I think this is indeed desirable in a dictionary passing implementation. In such an implementation, a "dictionary", that is, a tuple or record of functions is passed as implicit argument for every type class constraint in the type of the applied function.

Now, the question is simply when and how those dictionaries are created. Observe that for simple types like Int by necessity all dictionaries for whatever type class Int is an instance of will be a constant. Not so in the case of parameterized types like lists, Maybe or tuples. It is clear that to show a tuple, for instance, the Show instances of the actual tuple elements need to be known. Hence such a polymorphic dictionary cannot be a constant.

It appears that the principle guiding the dictionary passing is such that only dictionaries for types that appear as type variables in the type of the applied function are passed.
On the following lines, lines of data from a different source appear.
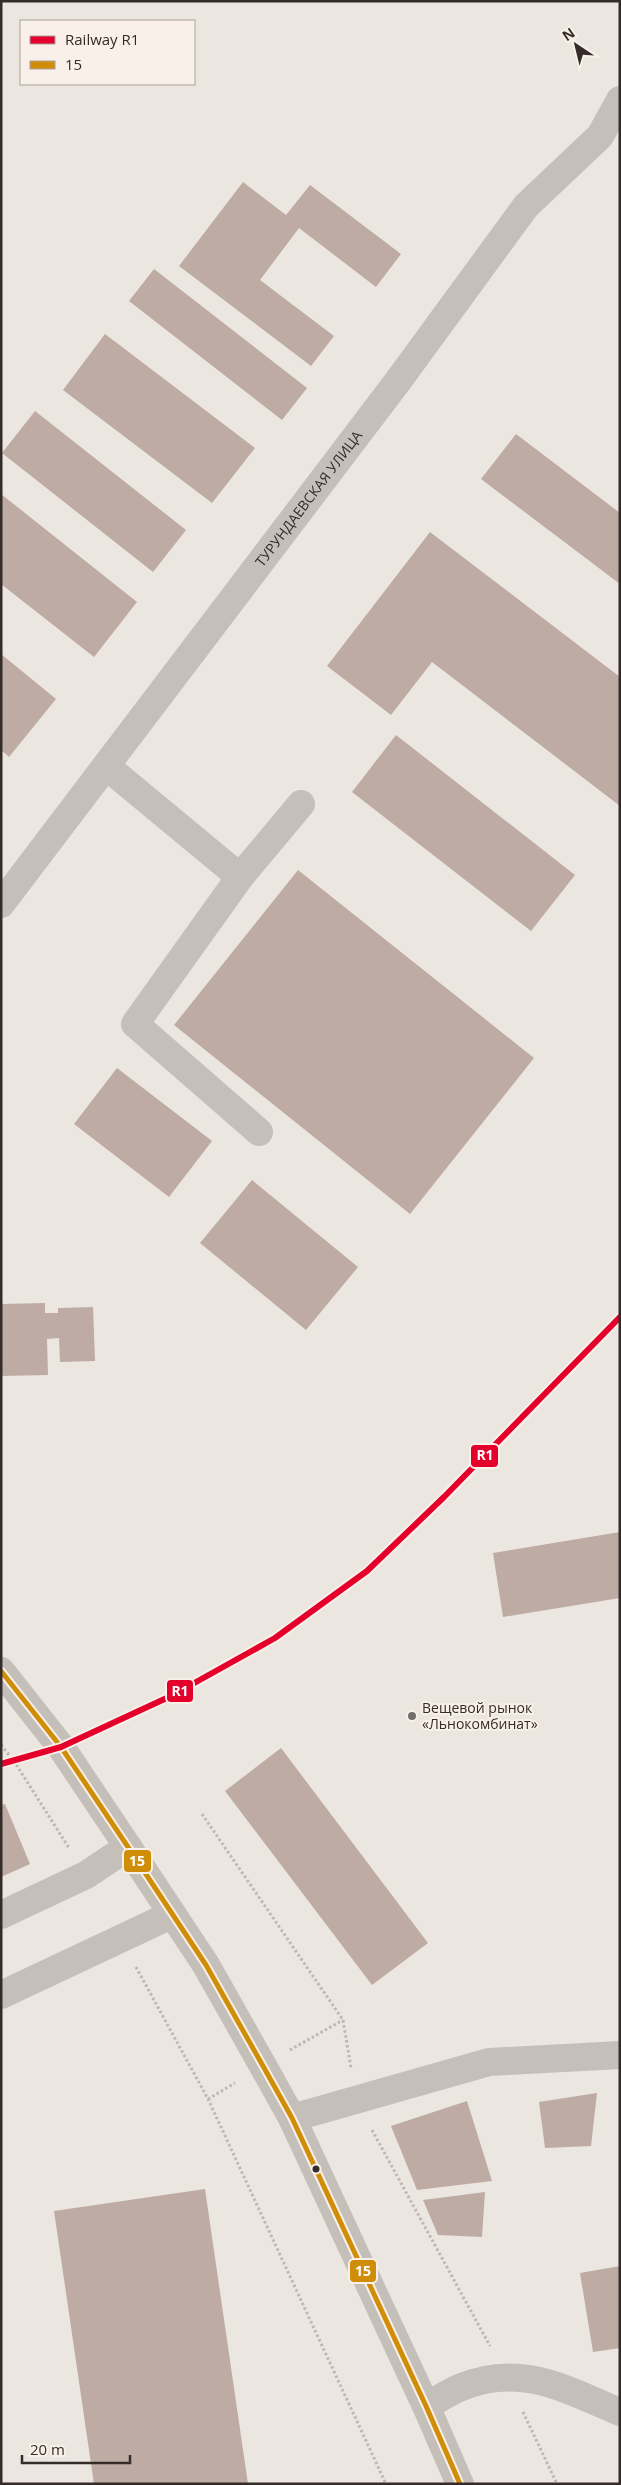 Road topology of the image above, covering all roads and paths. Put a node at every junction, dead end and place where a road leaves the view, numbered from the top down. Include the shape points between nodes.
1 (620, 100) edge
2 (613, 127) edge
3 (106, 766) junction
4 (301, 804) dead end
5 (240, 877) junction
6 (1, 904) edge
7 (259, 1132) dead end
8 (1, 1671) edge
9 (1, 1745) edge
10 (202, 1814) dead end
11 (128, 1847) junction
12 (86, 1876) junction
13 (1, 1915) edge
14 (171, 1915) junction
15 (121, 1940) junction
16 (1, 1995) edge
17 (620, 2055) edge
18 (356, 2099) junction
19 (292, 2118) junction
20 (506, 2377) junction
21 (426, 2406) junction
22 (620, 2412) edge
23 (386, 2484) edge
24 (460, 2484) edge
25 (557, 2484) edge

1 - 2 street, ТУРУНДАЕВСКАЯ УЛИЦА
2 - 3 street, ТУРУНДАЕВСКАЯ УЛИЦА via 526,206 398,381
3 - 5 street
3 - 6 street, ТУРУНДАЕВСКАЯ УЛИЦА
4 - 5 street
5 - 7 street via 135,1024
8 - 11 street via 61,1747
9 - 12 path
10 - 18 path via 343,2020
11 - 12 street
11 - 14 street
12 - 13 street
14 - 15 street
14 - 19 street via 206,1965
15 - 16 street
15 - 23 path via 208,2099
17 - 18 street via 489,2062
18 - 19 street
18 - 20 path
19 - 21 street
20 - 21 street via 481,2380
20 - 22 street via 544,2381
20 - 25 path
21 - 24 street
Or, to put it differently: no redundant information is replicated.

Consider this function:

 f :: (Show a, Show b) => (a,b) -> Int
 f ab = length (show ab)

The information that a tuple of show-able components is also showable, thus a constraint like Show (a,b) needs not to appear when we already know (Show a, Show b).

An alternative implementation would be possible, though, where the caller .would be responsible to create and pass dictionaries. This could work without context reduction, such that the type of f would look like:

f :: Show (a,b) => (a,b) -> Int

But this would mean that the code to create the tuple dictionary would have to be repeated on every call site. And it is easy to come up with examples where the number of necessary constraints actually increases, like in:

g :: (Show (a,a), Show(b,b), Show (a,b), Show (b, a)) => a -> b -> Int
g a b = maximum (map length [show (a,a), show (a,b), show (b,a), show(b,b)])

It is instructive to implement a type class/instance system with actual records that are explicitly passed. For example:

data Show' a = Show' { show' :: a -> String }
showInt :: Show' Int
showInt = Show' { show' = intshow } where
      intshow :: Int -> String
      intshow = show

Once you do this you will probably easily recognize the need for "context reduction".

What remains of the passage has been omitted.